Si tu veux la paix… Comment soumettre son adversaire à sa volonté ? Les bonnes leçons d’Edward N. Luttwak.

D’abord, les mots. Le titre original de ce livre dont la première mouture remonte à 1987 est : Stratégie. La logique de la guerre et de la paix. L’étymologie nous apprend trois choses :
- que le stratège, grec, n’est autre que le chef d’armée,
- la stratégie, une notion spéciale de l’art militaire,
- et l’auteur de ce livre, un « stratégiste », celui qui, depuis une acception entérinée en 1831, connaît la stratégie.
Laquelle est ainsi un art qui use et s’exerce au moyen d’instruments meurtriers, à valeur parfois principiellement dissuasive (cas de l’arme atomique), mais aussi de bonnes paroles, de ce que nous nommons la géo-psychologique et de géopolitique, – la diplomatie, tant sur le cours que le long terme, devant s’insérer dans la panoplie des instruments dont use le stratège digne de ce nom. Si, en France, le chef de l’Etat est le chef des armées, l’on en déduira qu’outre grands et moyens officiers, le président de la République et autres membres composants les organes, consultatifs ou décisionnels en la matière, doivent, à la lettre, se percevoir comme des artistes pratiquant un art dont seul notre orgueil pourrait nous croire qu’il peut devenir science. C’est ce qui, pour l’essentiel, ressort de ces 400 pages, et ce qu’avait bien compris Churchill, ainsi que nous le relate Luttwak.


En septembre 1941, le général en chef du British Bomber Command, Charles Portal, présenta au Premier ministre un plan prévoyant la mobilisation de 250 escadrons durant six mois de campagne, soit 4000 bombardiers et dont l’issue « devait être rien de moins que la victoire totale » sur l’Allemagne. Malgré la logique imparable de ce plan qui déployait ses étapes avec, en bout de course, la garantie d’une victoire d’autant plus évidente que ce plan paraissait avoir pensé à tout, malgré, donc, des apparences qui ne paraissaient nullement trompeuses (et le contexte proprement militaire de l’époque qui rendait cette préconisation comme étant la seule rationnellement envisageable), Churchill « choisit pourtant de se fier à son instinct [c’est nous qui soulignons] stratégique et, malgré le pouvoir de conviction de l’argumentation technique exposée par le plan, il présenta [ses] objections au général Portal. » On les résumera ainsi :
- on ne peut en la matière se fier à la logique arithmétique ;
- il est impossible d’intégrer dans le raisonnement toutes les variables (dont l’une, considérable, est ce que sera la riposte effective de l’ennemi, laquelle, elle-même, ne dépend pas uniquement de sa seule capacité technique et de sa volonté) ;
- il n’y a pas de méthode sûre [c’est nous qui soulignons encore] ;
- pas plus que l’économie, la stratégie n’est une science.

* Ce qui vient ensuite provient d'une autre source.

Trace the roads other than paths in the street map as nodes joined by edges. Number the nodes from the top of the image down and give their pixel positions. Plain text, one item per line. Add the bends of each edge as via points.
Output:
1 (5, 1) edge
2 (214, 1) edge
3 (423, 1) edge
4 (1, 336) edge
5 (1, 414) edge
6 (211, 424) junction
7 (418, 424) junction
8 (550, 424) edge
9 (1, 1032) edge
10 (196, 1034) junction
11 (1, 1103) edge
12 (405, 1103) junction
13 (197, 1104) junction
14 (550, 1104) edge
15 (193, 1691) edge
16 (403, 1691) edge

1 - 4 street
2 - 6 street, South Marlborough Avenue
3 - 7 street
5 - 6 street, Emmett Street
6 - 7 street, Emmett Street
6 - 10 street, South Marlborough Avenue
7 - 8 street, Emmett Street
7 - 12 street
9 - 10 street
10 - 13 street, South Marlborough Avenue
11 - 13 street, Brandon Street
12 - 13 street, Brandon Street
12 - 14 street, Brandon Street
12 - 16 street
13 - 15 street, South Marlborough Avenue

Ici ajouterons-nous que Luttwak est certes un « stratégiste » mais, surtout un polémologue, lequel pratique une science très, trop humaine comme dirait Nietzsche puisqu’elle est humainement incapable de maîtriser toute la chaîne de commandement – c’est-à-dire, au sens technique du terme, l’engrenage implacable des causes de toutes natures qui permettent de s’assurer de l’efficacité d’une action militaire donnée.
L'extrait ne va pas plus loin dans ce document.